Stretching is an important part of any exercise routine when it done correctly. Done wrong, however, and it can actually cause injuries. Read on to learn how to stretch safely.
Stretching your muscles safely can increase your flexibility, reduce the risk of injury, and provide pain relief associated with exercise. Because most aerobic and strength training programs naturally cause the muscles to contract and flex, it is important to lengthen, or stretch, the muscles afterwards.
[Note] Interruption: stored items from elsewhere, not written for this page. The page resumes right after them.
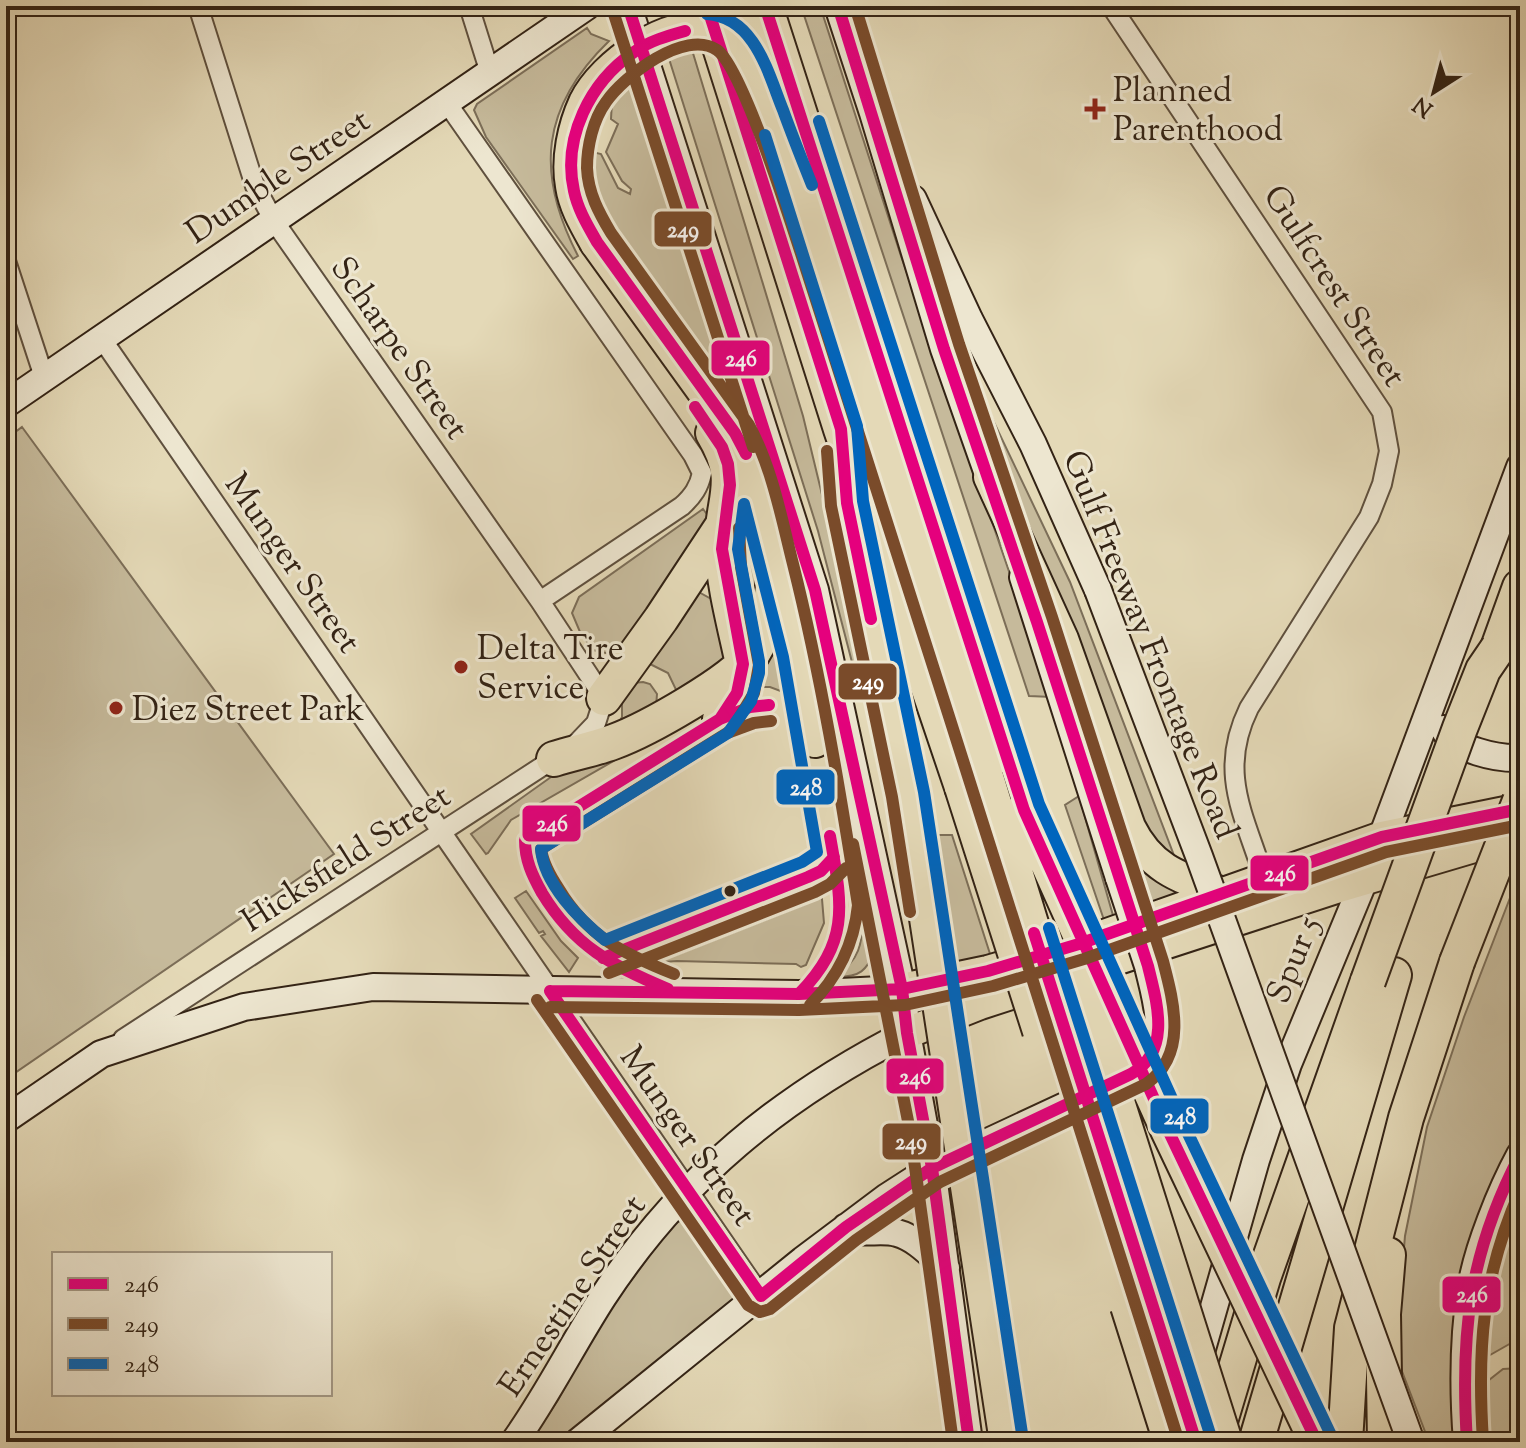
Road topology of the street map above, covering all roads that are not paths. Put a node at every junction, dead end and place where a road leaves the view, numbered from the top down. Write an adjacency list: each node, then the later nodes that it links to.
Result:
1 (198, 6): 15 (street, Scharpe Street)
2 (469, 6): 11 (street)
3 (587, 6): 11 (main road, Dumble Street)
4 (628, 6): 49 (main road)
5 (693, 6): 16 (highway)
6 (707, 6): 21 (highway)
7 (739, 6): 14 (highway, bridge)
8 (765, 6): 38 (highway)
9 (838, 6): 13 (main road, Gulf Freeway Frontage Road)
10 (1111, 6): 45 (street, Gulfcrest Street)
11 (490, 73): 12 (main road, Dumble Street)
12 (447, 103): 15 (main road, Dumble Street); 28 (street)
13 (873, 113): 23 (main road, Gulf Freeway Frontage Road); 73 (main road, Gulf Freeway Frontage Road, bridge)
14 (797, 191): 16 (highway, bridge); 38 (highway)
15 (274, 221): 18 (main road, Dumble Street); 28 (street, Scharpe Street)
16 (592, 245): 24 (highway); 25 (highway)
17 (6, 261): 19 (street)
18 (102, 339): 19 (main road, Dumble Street); 42 (street, Munger Street)
19 (44, 377): 20 (main road, Dumble Street)
20 (6, 404)
21 (841, 429): 38 (highway); 64 (highway, bridge)
22 (1520, 467): 32 (main road, Spur 5)
23 (989, 477): 47 (main road); 56 (main road, Gulf Freeway Frontage Road, bridge)
24 (723, 525): 26 (highway); 33 (highway)
25 (776, 564): 29 (highway); 30 (highway)
26 (725, 569): 29 (highway); 31 (highway)
27 (1520, 587): 48 (highway, bridge)
28 (540, 601): 33 (street, Scharpe Street)
29 (768, 616): 30 (highway); 31 (highway)
30 (799, 654): 35 (highway)
31 (743, 664): 34 (highway); 37 (highway)
32 (1436, 691): 36 (main road); 43 (main road, Spur 5)
33 (604, 698): 37 (street, Hicksfield Street)
34 (720, 719)
35 (815, 740)
36 (1520, 758)
37 (554, 759): 42 (street, Hicksfield Street)
38 (986, 778): 41 (highway); 65 (highway, bridge); 66 (highway, bridge)
39 (1520, 801): 53 (highway, bridge)
40 (1520, 809): 43 (main road)
41 (1024, 810): 68 (highway, bridge); 70 (highway, bridge)
42 (442, 832): 50 (street, Munger Street); 52 (street, Hicksfield Street)
43 (1382, 837): 45 (main road); 46 (main road, Spur 5)
44 (1520, 840): 46 (main road)
45 (1264, 878): 47 (main road)
46 (1364, 879): 51 (main road); 65 (main road, Spur 5)
47 (1223, 893): 49 (main road)
48 (1381, 978): 67 (highway); 69 (highway)
49 (902, 989): 50 (main road); 51 (main road)
50 (550, 991): 52 (main road); 57 (street, Munger Street)
51 (907, 1033): 56 (main road); 57 (main road, Ernestine Street)
52 (101, 1054): 54 (main road)
53 (1406, 1118): 71 (highway); 72 (highway)
54 (6, 1119)
55 (1520, 1155): 74 (main road)
56 (932, 1168): 58 (main road); 59 (main road)
57 (688, 1188): 60 (street, Munger Street); 61 (main road, Ernestine Street)
58 (846, 1227): 59 (main road); 60 (main road)
59 (946, 1268): 63 (main road)
60 (761, 1296): 62 (main road)
61 (514, 1442)
62 (578, 1442)
63 (969, 1442)
64 (1007, 1442)
65 (1171, 1442)
66 (1196, 1442)
67 (1213, 1442)
68 (1225, 1442)
69 (1256, 1442)
70 (1317, 1442)
71 (1345, 1442)
72 (1385, 1442)
73 (1411, 1442)
74 (1467, 1442)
Regular stretching after exercise can provide you with a range of benefits. These include:
• increased flexibility
• better range of motion in your joints
• increased circulation
• improved posture
• stress relief
• improved balance
• improved coordination
• promotes relaxation
• reduces anxiety and muscle tension
• lowers blood pressure and breathing rate
To stretch safely, it is important that you keep each stretch gentle. Breathe freely as you perform each stretch, and try not to hold your breath. Do not bounce as you stretch or hold a painful stretch. You should expect to feel tension when you are stretching but if you feel pain, you have gone too far. Always warm up first before doing stretches as stretching cold muscles may cause injuries.
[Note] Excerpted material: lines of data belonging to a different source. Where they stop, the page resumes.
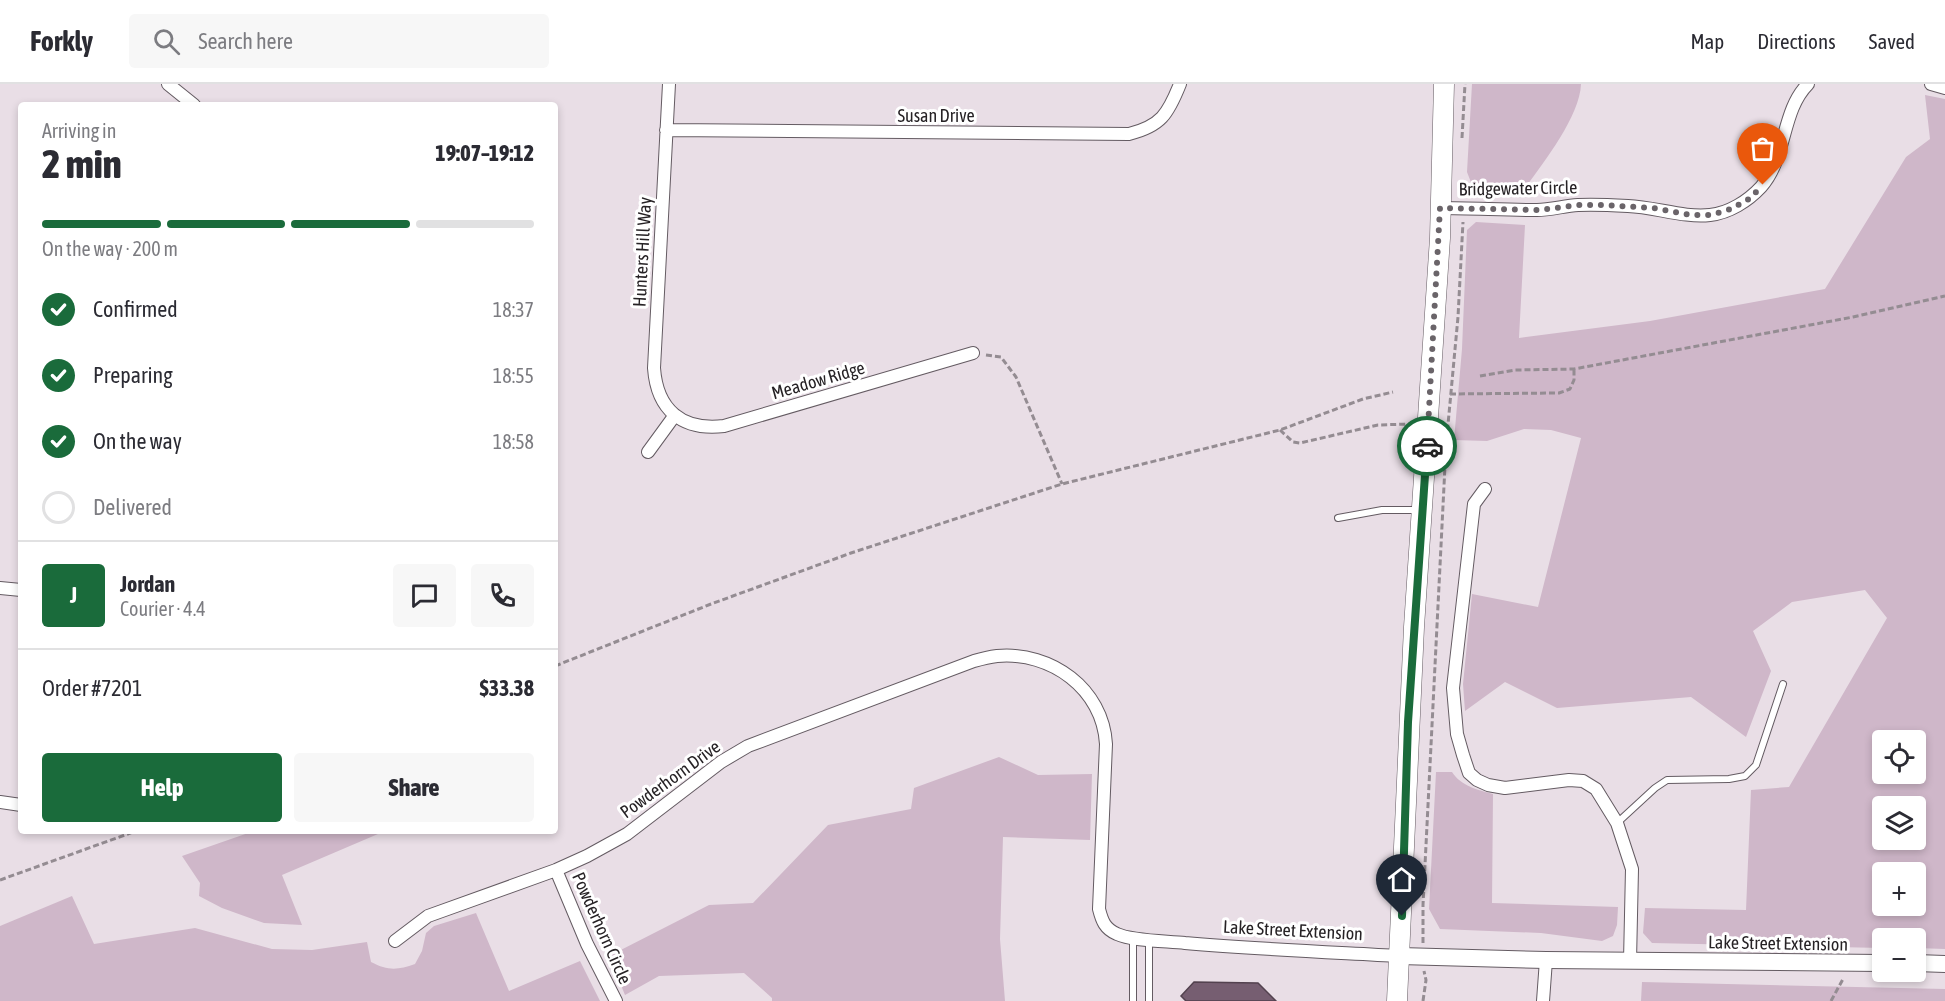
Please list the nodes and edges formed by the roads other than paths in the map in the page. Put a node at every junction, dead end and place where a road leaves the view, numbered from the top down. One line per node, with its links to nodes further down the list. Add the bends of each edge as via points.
1 (168, 84): 8 (street)
2 (669, 84): 9 (street, Hunters Hill Way)
3 (1180, 84): 9 (street, Susan Drive, via 1163,117 1148,129 1129,134)
4 (1444, 84): 10 (main road)
5 (1808, 84): 10 (street, Bridgewater Circle, via 1794,106 1775,167 1749,199 1731,209 1691,215 1601,205 1540,210)
6 (1931, 84): 7 (street)
7 (1945, 88)
8 (190, 102)
9 (666, 130): 12 (street, Hunters Hill Way, via 654,368 655,386 662,403)
10 (1440, 208): 15 (main road)
11 (973, 353): 12 (street, Meadow Ridge, via 724,426 689,424)
12 (675, 415): 13 (street)
13 (648, 452)
14 (1485, 489): 23 (street, via 1474,504 1453,687 1457,734 1469,773 1488,785 1505,788 1582,781 1596,789)
15 (1422, 510): 16 (lane, via 1382,510); 28 (main road)
16 (1338, 518)
17 (0, 588): 18 (street)
18 (18, 590)
19 (974, 661): 24 (street, Powderhorn Drive, via 748,746 627,834); 25 (street, Lake Street Extension, via 1020,657 1064,671 1083,687 1097,708 1106,730 1099,909 1109,930)
20 (1783, 684): 23 (lane, via 1756,765 1745,776 1667,780)
21 (0, 802): 22 (street)
22 (18, 805)
23 (1617, 823): 30 (street, via 1632,868)
24 (556, 870): 27 (street, Powderhorn Drive, via 428,916); 34 (street, Powderhorn Circle)
25 (1133, 937): 26 (street, Lake Street Extension); 35 (lane)
26 (1149, 940): 28 (street, Lake Street Extension); 36 (lane)
27 (395, 941)
28 (1400, 956): 29 (street, Lake Street Extension); 37 (main road)
29 (1546, 960): 30 (street, Lake Street Extension); 38 (street)
30 (1630, 961): 33 (street, Lake Street Extension)
31 (1926, 963): 32 (street)
32 (1945, 964)
33 (1872, 971)
34 (616, 1001)
35 (1133, 1001)
36 (1149, 1001)
37 (1397, 1001)
38 (1544, 1001)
Here are some tips to help you get the most out of stretching:
• stretch at least three times a week – this will help you maintain flexibility
• stretching sessions should last from 10 to 20 minutes with each stretch held for at least ten seconds and repeated about four times
• stretch before exercising or playing sport to prevent injury and improve performance
• as well as stretching the major muscle groups, stretch the specific muscles required
• stretches should be gradual and relaxed
• focus on the muscle groups you want to stretch
• if there is pain, stop
• stretch after exercising to stop muscles from tightening up
There are many stretches out there that you could choose to use but here are some sample stretches for you. Tilt your head forward and roll it from left to right and then right to left. Breathe deeply as you do so. Then, put your arm on your chest and grab your forearm with your opposite arm. Pull the arm until you feel the shoulder being stretched. Push the arm being stretched the opposite way if you feel the chest stretching instead of the shoulder. Extend your arms in front of you and join both hands together and cross your fingers. Push your arms further and try to push the shoulder blades in opposite directions. Next, lift one arm over the head, bent at the elbow. Hold the elbow with the opposite hand and gently pull your arm. This should result in a stretch along your side. Repeat on the opposite side.
Next, stand upright and tall, and pull one leg behind you and hold. Breathe deeply. Repeat with the other leg. For the calf, stand approximately one foot in front of a wall. Place your arm against the wall while bringing one leg in towards the wall, while keeping the legs straight. Your body should be at a 45 degree angle. Repeat with the other leg. Next, sit on the floor and stretch both legs in front of you. Gently bend at the waist and stretch only as far as your arms will reach. Keep the knees flexible. The goal of this stretch is to stretch the lower back, thighs and calves. Open your legs in the shape of a v and bend slowly towards the right leg and then bend towards the left leg. To stretch the lower back, lay flat and fold one leg into the chest and hold. Repeat with the other leg. Then bring both legs in at the same time and hold.